The role of the eDiscovery Practice Group attorney will evolve over the next 12 to 24 months with firms further investing in attorneys who can not only consult with clients and have billable hours but also manage a litigation support team. This combination of legalist, technologist and business manager will be a key ingredient for growing eDiscovery Practice Groups. This new role will displace many of the old school litigation support managers similar to how current managers displaced copy/scan managers in the 1990s.
The Cowen Group will include a question around this demand for eDiscovery Practice Group attorneys in our 2nd Quarter Critical Trends Survey which will be conducted in June of this year. In addition, we will be asking firms about their investment in information governance talent. These roles are becoming essential in law firms as more corporate clients begin to see a convergence of eDiscovery and information governance in their organizations.

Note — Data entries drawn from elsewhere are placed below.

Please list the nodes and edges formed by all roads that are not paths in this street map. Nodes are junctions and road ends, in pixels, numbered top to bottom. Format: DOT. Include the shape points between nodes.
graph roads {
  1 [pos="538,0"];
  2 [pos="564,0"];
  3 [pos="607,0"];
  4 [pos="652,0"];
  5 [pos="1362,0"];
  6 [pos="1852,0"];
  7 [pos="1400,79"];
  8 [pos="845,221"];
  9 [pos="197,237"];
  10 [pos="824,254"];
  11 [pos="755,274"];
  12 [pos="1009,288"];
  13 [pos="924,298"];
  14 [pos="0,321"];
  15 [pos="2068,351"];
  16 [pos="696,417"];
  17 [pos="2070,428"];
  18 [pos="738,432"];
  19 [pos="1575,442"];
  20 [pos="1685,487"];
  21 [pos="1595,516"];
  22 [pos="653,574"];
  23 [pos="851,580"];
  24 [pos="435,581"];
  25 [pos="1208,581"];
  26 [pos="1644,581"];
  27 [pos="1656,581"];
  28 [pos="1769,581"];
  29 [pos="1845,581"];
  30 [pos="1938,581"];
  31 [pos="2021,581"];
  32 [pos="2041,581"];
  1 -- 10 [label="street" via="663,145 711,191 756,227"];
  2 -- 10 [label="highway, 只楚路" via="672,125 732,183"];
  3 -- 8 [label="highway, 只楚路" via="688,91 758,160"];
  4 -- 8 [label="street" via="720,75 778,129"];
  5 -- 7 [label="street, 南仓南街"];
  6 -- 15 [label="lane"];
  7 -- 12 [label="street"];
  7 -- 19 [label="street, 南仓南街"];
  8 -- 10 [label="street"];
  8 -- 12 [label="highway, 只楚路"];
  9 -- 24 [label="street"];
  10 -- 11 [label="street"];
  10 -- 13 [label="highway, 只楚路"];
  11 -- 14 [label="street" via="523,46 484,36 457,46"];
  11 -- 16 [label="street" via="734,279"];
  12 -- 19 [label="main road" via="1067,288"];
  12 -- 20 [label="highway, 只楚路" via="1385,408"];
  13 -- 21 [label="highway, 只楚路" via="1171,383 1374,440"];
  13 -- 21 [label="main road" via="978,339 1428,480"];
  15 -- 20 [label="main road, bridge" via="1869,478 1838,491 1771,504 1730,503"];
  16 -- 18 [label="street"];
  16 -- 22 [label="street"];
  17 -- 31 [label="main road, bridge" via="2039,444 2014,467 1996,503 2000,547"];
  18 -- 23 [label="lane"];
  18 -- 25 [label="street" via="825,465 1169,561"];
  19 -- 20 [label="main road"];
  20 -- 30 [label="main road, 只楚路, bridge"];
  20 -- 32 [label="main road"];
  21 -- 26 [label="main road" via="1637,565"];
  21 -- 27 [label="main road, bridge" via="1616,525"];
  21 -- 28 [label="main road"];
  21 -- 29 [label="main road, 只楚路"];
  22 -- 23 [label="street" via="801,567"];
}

Trends to Watch: Vendor Landscape
Vendors are creating new positions faster than any other segment of the market and will continue to do so at an accelerated rate in 2013. This will put additional upward pressure on litigation support salaries and compensation in 2013. In order to be competitive and gain further market advantage, forward thinking and ambitious vendors will create a more corporatized work environment, better training and career management for their employees. Thus increasing their ability to hire and retain the best and the brightest.
The Cowen Group projects 175 new eDiscovery positions will be created at vendors in 2013. As these vendors gain momentum and market share, they will develop even better training programs for new new talent.
What Happens Next?
What happens after what happens next? you may ask. From where I am sitting the rate of change in the eDiscovery industry is faster than most think. Data volumes are increasing and technology is evolving rapidly leaving you with ever-increasing career opportunities in the eDiscovery marketplace.
So here’s the payoff and the inspiration you have been waiting for. Whether you are a legalistic, technologist or project manager, executive or practice group partner your future looks remarkably promising right now. But you need to be an active participant in your own career advancement and acceleration. Invest in educating yourself around the newest technologies and services our industry offers. Seek the right certifications for your career such as Relativity Administrator, Lean Sigma or Project Manager Professional.
Take time to read the latest articles and blogs written by professionals in eDiscovery but also read business books that will help your career acceleration. If you haven’t read them already, I suggest you place The Innovator’s Dilemma by Clayton Christiansen and Tomorrow’s Lawyers by Richard Susskind at the top of your list today. Both of these reads are macro-economic in their approach and lay out a framework of thinking that you will recognize and be able to utilize immediately.
Finally, network and build valuable relationships. Find the right mentors and sponsors. I’m talking about the white knights that have propelled their careers by knowing what happens after what happens next and who will provide you with the right guidance to move your career to the next level.
What happens after what happens next is now completely up to you.